Dataset items:
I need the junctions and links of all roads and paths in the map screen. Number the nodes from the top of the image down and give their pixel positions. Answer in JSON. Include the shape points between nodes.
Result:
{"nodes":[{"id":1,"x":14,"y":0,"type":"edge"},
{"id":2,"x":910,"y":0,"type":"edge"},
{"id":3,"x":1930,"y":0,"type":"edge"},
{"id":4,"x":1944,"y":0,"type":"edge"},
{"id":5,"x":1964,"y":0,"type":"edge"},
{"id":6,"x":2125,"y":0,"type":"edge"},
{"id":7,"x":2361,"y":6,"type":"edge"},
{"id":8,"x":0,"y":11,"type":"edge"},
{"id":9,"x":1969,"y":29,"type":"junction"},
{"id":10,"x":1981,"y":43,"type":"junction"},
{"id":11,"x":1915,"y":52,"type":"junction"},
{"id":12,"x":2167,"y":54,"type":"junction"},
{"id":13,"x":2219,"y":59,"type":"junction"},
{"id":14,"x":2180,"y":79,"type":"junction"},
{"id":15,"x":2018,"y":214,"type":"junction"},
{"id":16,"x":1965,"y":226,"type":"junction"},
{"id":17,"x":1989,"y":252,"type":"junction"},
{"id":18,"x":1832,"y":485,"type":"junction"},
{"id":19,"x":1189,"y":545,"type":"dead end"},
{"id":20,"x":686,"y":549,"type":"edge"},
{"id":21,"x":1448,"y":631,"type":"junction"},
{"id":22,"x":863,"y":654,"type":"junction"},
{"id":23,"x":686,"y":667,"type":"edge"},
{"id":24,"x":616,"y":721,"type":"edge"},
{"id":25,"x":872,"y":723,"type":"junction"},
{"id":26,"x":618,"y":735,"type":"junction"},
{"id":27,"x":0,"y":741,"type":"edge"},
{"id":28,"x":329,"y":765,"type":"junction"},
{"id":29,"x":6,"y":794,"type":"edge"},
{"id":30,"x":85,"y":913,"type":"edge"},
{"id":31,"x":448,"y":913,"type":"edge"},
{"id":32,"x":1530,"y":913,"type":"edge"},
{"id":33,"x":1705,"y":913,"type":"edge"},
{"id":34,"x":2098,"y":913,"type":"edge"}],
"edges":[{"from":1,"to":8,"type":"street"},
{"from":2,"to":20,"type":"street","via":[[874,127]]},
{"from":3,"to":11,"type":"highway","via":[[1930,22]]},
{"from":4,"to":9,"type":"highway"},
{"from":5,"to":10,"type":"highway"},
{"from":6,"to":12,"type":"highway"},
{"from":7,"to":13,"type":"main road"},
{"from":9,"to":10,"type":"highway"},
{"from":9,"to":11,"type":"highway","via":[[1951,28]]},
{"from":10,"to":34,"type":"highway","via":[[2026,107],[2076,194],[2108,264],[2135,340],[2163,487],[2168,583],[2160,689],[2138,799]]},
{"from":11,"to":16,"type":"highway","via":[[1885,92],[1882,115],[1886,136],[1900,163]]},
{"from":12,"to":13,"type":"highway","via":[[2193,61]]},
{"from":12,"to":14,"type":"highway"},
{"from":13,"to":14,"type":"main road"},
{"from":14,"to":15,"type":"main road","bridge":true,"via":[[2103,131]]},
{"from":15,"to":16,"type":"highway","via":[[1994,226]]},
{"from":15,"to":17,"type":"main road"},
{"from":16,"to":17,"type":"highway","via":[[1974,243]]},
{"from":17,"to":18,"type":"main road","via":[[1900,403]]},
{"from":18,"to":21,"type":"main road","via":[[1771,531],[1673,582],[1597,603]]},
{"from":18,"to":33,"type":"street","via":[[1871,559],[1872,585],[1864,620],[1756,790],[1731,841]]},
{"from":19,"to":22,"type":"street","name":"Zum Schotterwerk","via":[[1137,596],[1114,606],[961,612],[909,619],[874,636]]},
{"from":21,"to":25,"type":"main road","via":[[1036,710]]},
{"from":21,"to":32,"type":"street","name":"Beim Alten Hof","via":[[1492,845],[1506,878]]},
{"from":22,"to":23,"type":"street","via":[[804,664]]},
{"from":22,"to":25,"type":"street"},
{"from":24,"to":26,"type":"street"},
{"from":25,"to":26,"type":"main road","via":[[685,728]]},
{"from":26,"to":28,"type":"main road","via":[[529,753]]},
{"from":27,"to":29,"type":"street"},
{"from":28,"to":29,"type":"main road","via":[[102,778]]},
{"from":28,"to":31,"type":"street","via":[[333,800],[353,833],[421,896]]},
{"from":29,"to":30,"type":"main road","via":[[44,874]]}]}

WORK INSTRUCTIONS: Your answer should be a number only: the count of lines above in which the string "highway" appears.

RESPONSE BOX: 12